The results confirmed that the LSTM model achieved satisfactory predictive accuracy and effectively captured the nonlinear and temporal dependencies in the data. The forecasts indicated that both legislative reforms and temporary mobility restrictions had a measurable positive impact in reducing the number of FSI among young drivers. These findings support the hypothesis that machine learning algorithms can overcome the limitations of traditional statistical models and provide deeper insights into complex, multifactorial road safety dynamics.
The developed model provides a practical foundation for traffic safety planning, enabling virtual experiments, identification of future trend changes, and evaluation of new policy measures. Continued improvement of data quality and inclusion of additional explanatory factors—such as behavioral indicators, vehicle safety technologies, and spatial components—would further enhance its predictive performance and policy relevance.
One of the contributions of this study lies in the future potential of deep learning techniques as decision-support tools for traffic safety management. The developed LSTM model enables the simulation of various scenarios, identification of potential turning points, and assessment of the impact of future policy measures. The application of a given model as a support tool in decision-making is not the primary function at the current stage of its development. In addition, the modeling framework allows the inclusion of new explanatory variables—such as socioeconomic indicators, vehicle fleet composition, or environmental conditions—which could further enhance its prediction accuracy and policy relevance.
However, the study has several limitations. The predictive model relies primarily on historical time-series data and does not explicitly incorporate behavioral, infrastructural, or environmental variables, or the adoption of Intelligent Transport Systems (ITS) and in-vehicle technologies, which may also influence casualty trends. Moreover, as with most deep learning models, interpretability remains a challenge—while the model performs well in prediction, understanding the relative contribution of individual factors requires further methodological development.
Overall, this study demonstrates that advanced machine learning techniques can substantially improve the reliability of traffic casualty forecasting and provide actionable insights for safety-related interventions.

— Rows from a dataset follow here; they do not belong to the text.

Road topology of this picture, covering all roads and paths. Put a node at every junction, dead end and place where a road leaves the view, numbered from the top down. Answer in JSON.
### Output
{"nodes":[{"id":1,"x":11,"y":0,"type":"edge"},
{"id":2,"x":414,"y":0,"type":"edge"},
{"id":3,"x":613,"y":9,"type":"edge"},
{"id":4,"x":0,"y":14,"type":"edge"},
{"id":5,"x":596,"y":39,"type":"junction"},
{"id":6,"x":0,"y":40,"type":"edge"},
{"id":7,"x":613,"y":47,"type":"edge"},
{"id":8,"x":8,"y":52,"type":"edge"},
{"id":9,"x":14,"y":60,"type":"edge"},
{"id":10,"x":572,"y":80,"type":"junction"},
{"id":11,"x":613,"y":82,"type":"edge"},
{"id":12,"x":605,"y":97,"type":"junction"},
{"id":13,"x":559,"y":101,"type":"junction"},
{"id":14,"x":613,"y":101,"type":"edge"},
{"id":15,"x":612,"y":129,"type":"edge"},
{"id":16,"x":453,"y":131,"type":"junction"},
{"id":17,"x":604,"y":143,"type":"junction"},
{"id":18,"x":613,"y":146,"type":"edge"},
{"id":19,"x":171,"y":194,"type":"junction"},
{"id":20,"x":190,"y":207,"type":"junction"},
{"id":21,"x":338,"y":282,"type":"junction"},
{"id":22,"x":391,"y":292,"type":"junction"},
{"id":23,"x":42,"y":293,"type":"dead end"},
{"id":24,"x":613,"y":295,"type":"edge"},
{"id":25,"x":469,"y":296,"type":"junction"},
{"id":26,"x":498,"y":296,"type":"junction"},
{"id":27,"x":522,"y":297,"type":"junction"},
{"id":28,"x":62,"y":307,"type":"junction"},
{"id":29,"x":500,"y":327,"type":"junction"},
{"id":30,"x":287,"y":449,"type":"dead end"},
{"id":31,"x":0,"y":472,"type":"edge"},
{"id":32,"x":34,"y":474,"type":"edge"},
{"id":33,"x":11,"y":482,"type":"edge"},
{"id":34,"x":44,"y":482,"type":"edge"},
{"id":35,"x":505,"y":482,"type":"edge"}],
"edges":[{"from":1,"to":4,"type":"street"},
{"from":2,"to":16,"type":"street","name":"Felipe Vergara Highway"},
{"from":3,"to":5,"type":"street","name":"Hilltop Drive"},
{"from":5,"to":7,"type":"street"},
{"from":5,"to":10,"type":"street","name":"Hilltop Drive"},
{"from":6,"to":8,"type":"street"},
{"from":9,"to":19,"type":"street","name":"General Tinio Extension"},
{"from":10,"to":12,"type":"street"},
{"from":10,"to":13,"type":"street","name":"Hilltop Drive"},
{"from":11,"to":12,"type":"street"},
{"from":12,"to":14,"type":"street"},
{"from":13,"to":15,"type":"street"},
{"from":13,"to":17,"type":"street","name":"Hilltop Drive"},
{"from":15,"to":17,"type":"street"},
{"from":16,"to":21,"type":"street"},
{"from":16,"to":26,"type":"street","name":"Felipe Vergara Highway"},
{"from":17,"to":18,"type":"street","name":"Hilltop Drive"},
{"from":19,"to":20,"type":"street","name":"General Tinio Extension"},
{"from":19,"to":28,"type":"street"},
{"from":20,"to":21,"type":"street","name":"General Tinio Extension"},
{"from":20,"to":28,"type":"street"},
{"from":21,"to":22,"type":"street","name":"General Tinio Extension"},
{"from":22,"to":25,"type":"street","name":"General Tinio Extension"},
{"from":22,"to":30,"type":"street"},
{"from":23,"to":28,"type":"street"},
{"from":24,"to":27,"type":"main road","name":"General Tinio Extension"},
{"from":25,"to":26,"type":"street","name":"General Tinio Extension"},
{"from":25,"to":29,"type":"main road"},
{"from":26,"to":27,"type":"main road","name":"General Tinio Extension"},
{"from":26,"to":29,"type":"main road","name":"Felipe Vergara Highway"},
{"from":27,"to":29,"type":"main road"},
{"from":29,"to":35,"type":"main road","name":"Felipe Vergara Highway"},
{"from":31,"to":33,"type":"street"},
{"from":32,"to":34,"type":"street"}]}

The forecasting results can guide the allocation of enforcement resources, such as targeted traffic patrols or awareness campaigns, and inform the design of preventive measures, including driver education programs and infrastructure improvements. Strengthening traffic law enforcement, promoting the adoption of ITS and in-vehicle safety technologies, and enhancing driver education can, when combined with predictive analytics, enable more proactive and effective strategies to reduce FSI among young drivers and improve overall road safety.